Why didn't they just make the story about the police guy from the opening?
It would have been a lot more interesting. His failure to pass on the entity to those thugs and accidentally dooming a (somewhat) innocent bystander. From there we could have followed the police guy, riddled with guilt, trying to save the now doomed guy. On this desperate mission, he unravels some of the mysteries surrounding the Lovecraftian monster.
The opening also had this smooth, sexy one-take, and a general vibe that felt disconnected from the rest of the movie.
Instead the writers had this cool idea that an entire concert crowd got "infected" by the entity in a gruesome, flashy spectacle, so that Smile 3 can be even bigger and louder than the sequel. The entirety of Smile 2 seems to have been written backwards to fit the ending.
I guess they also thought it would be cool that the ending reveal entirely nulls out about half of the movie. "Oh, wow! She was hallucinating this whole time? What was real? Was anything real?" It really gives all the pseudointellectuals something to jerk off to.

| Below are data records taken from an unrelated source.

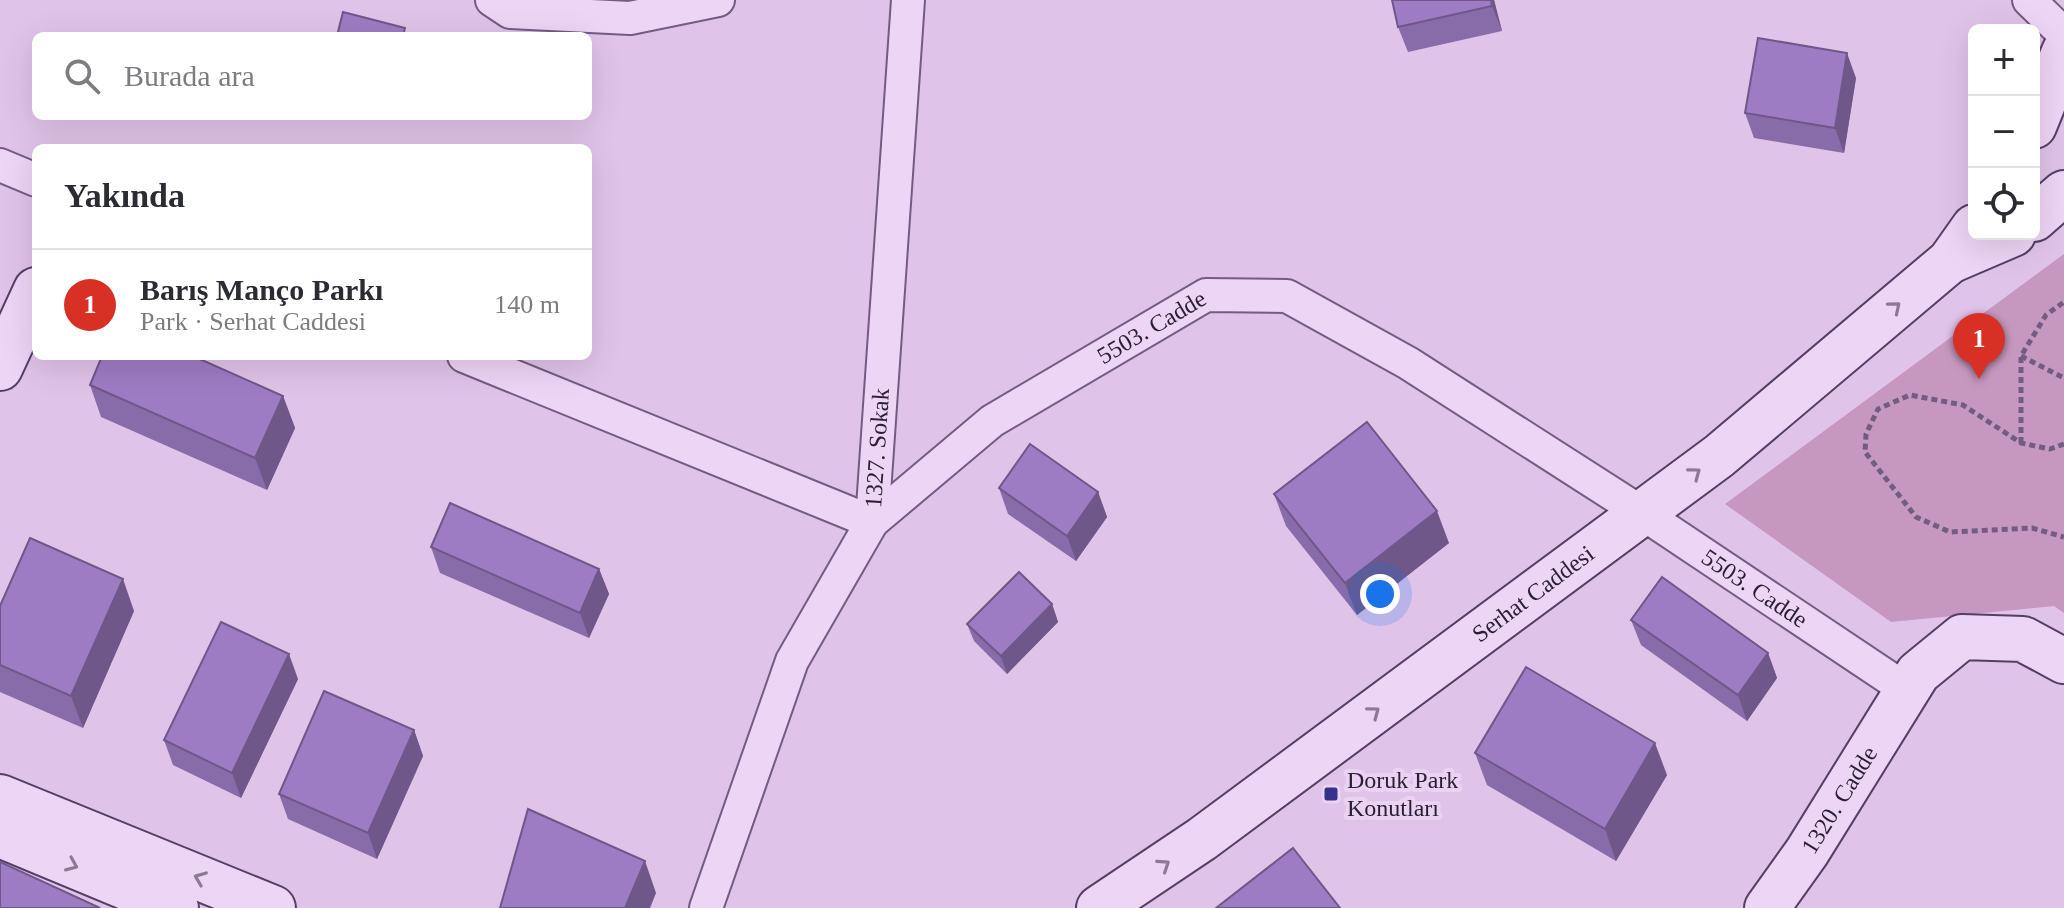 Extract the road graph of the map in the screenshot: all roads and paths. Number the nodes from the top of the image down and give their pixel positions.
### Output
1 (492, 0) edge
2 (718, 0) edge
3 (908, 0) edge
4 (2029, 0) edge
5 (2064, 34) edge
6 (2064, 52) edge
7 (2040, 111) edge
8 (0, 165) edge
9 (32, 178) edge
10 (2064, 193) edge
11 (2040, 214) edge
12 (1982, 240) edge
13 (1962, 244) edge
14 (32, 299) edge
15 (2064, 302) edge
16 (2021, 356) junction
17 (474, 360) edge
18 (0, 368) edge
19 (2064, 378) edge
20 (2021, 443) junction
21 (2064, 444) edge
22 (1642, 513) junction
23 (872, 522) junction
24 (2064, 537) edge
25 (2064, 661) edge
26 (1907, 690) junction
27 (0, 797) edge
28 (0, 835) edge
29 (176, 908) edge
30 (273, 908) edge
31 (706, 908) edge
32 (1099, 908) edge
33 (1767, 908) edge

1 - 2 street
3 - 23 street, 1327. Sokak
4 - 5 street
6 - 7 main road
8 - 9 street
10 - 11 main road
12 - 13 main road, Serhat Caddesi
22 -> 13 main road, Serhat Caddesi
14 - 18 main road
15 - 16 path
16 - 19 path
16 - 20 path
17 - 23 street
20 - 21 path
20 - 24 path
22 - 23 street, 5503. Cadde
22 - 26 street, 5503. Cadde
32 -> 22 main road, Serhat Caddesi
23 - 31 street, 1327. Sokak
25 - 26 main road, 1320. Cadde
26 - 33 main road, 1320. Cadde
30 -> 27 main road
28 -> 29 main road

But it's an ending akin to "...and then she woke up, and it was all a dream." Lazy! If most of the events and interactions were hallucinations, what was the point of all this?
Skye's long-lost best friend appears in the most dire circumstance, like an angel, to reconcile with Skye and give her a shoulder to cry on when she needs it the most. Oh no, she was just a hallucination, buddy.

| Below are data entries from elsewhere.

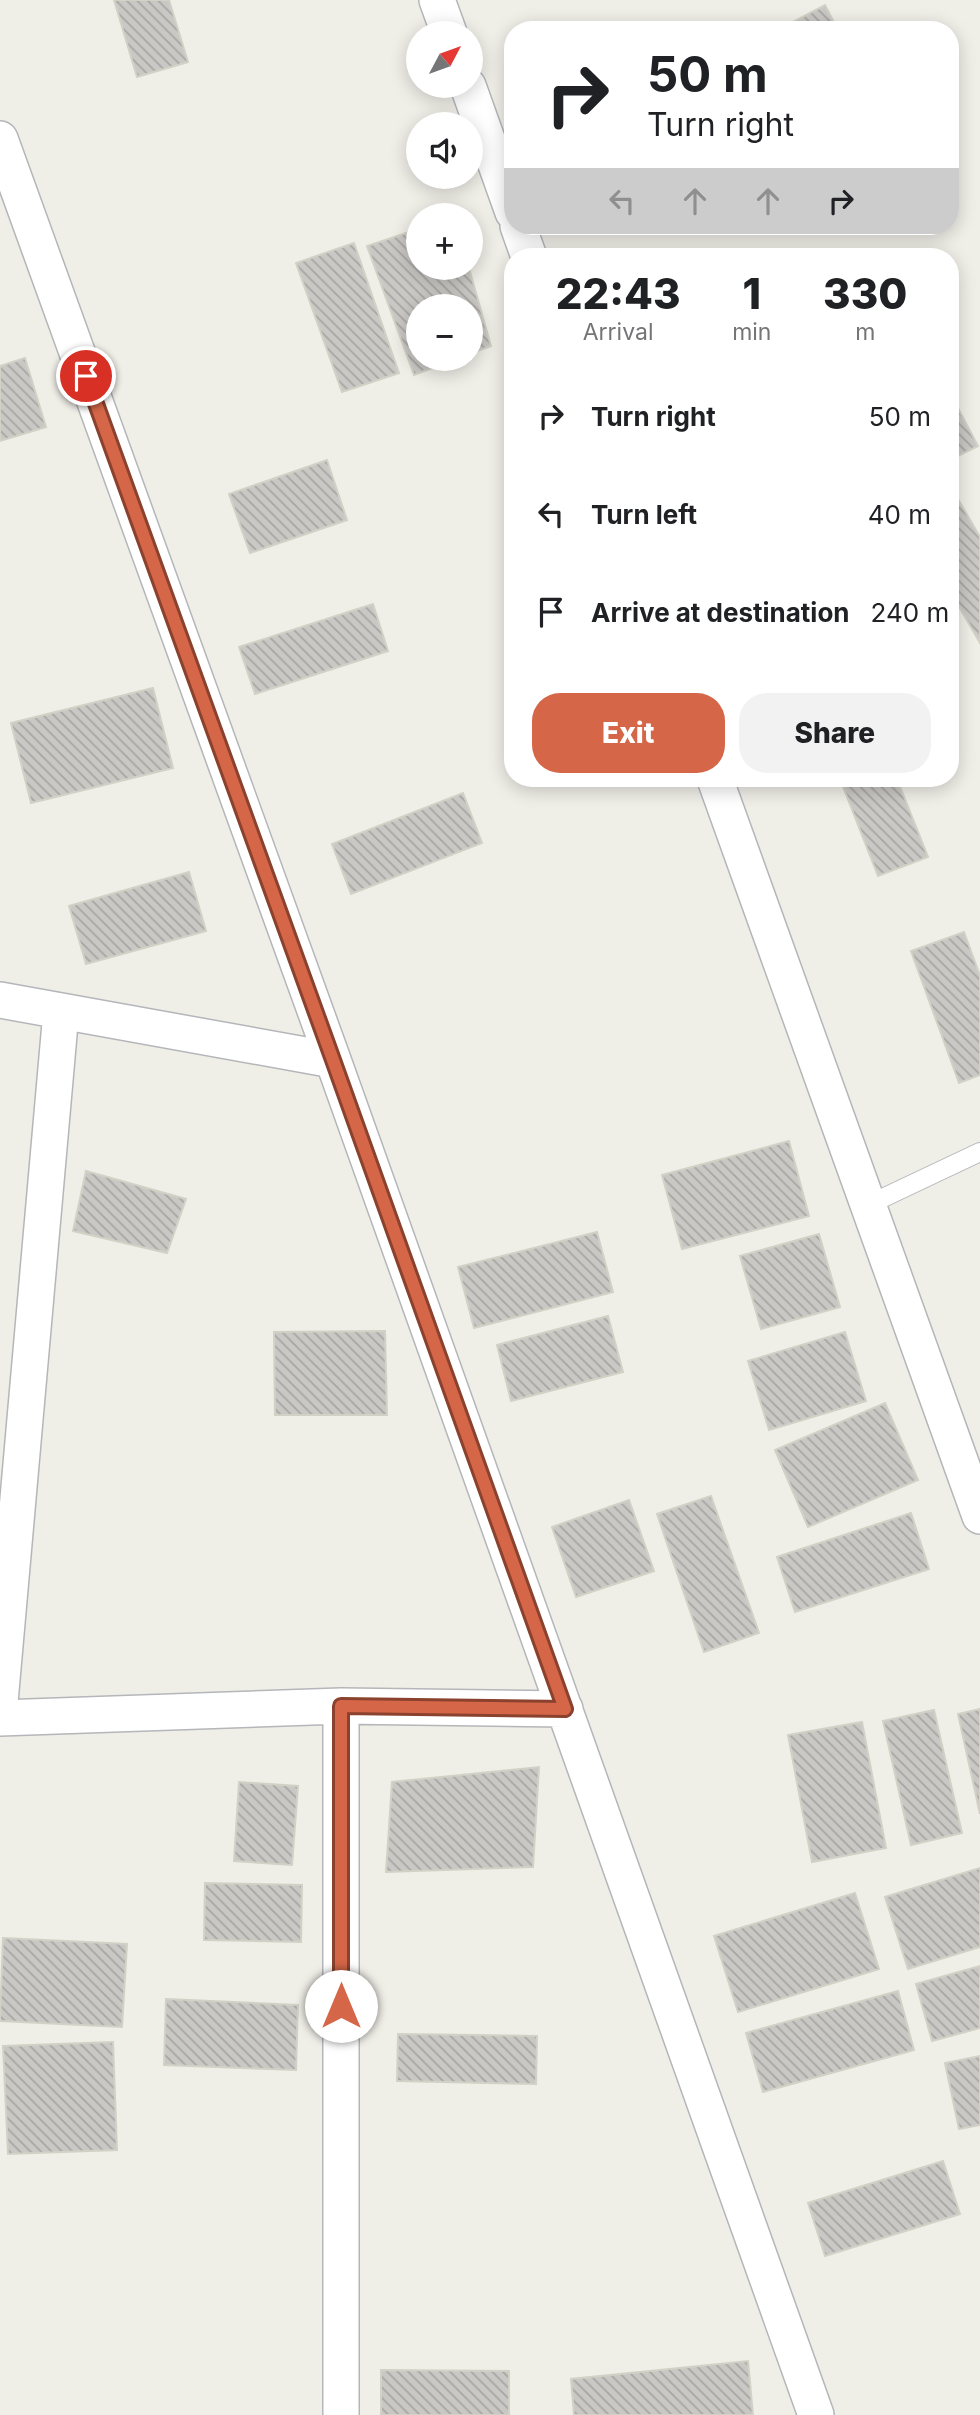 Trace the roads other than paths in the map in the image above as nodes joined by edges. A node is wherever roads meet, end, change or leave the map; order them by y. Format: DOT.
graph roads {
  1 [pos="437,0"];
  2 [pos="445,21"];
  3 [pos="472,98"];
  4 [pos="0,139"];
  5 [pos="504,187"];
  6 [pos="718,787"];
  7 [pos="0,1000"];
  8 [pos="61,1012"];
  9 [pos="333,1060"];
  10 [pos="980,1152"];
  11 [pos="868,1205"];
  12 [pos="980,1516"];
  13 [pos="0,1702"];
  14 [pos="341,1706"];
  15 [pos="565,1709"];
  16 [pos="0,1718"];
  17 [pos="341,2415"];
  18 [pos="816,2415"];
  1 -- 2 [label="street"];
  3 -- 5 [label="street"];
  4 -- 9 [label="street"];
  6 -- 11 [label="street"];
  7 -- 8 [label="street"];
  8 -- 9 [label="street"];
  8 -- 13 [label="street"];
  9 -- 15 [label="street"];
  10 -- 11 [label="lane"];
  11 -- 12 [label="street"];
  14 -- 15 [label="street"];
  14 -- 16 [label="street"];
  14 -- 17 [label="street"];
  15 -- 18 [label="street"];
}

What about that scene when Skye brutally murders her own mother? No, no my friend, that wasn't real eh.
Or when she finally accepts help from the kind stranger, ending up in the freezer, only to be attacked, but in a moment of valor, she finally takes control (of her trauma/addiction) and bites back at the entity, ready to redeem herself and vanquish the foe once and for all? Non amigo, that too was all fake. In her head bro.
It doesn't make sense. There's no story here. No character arc. No unravelling of the mystery. No resolution. It's a rug pull. It's just poor.
2 stars for the opening and Naomi Scott's great acting.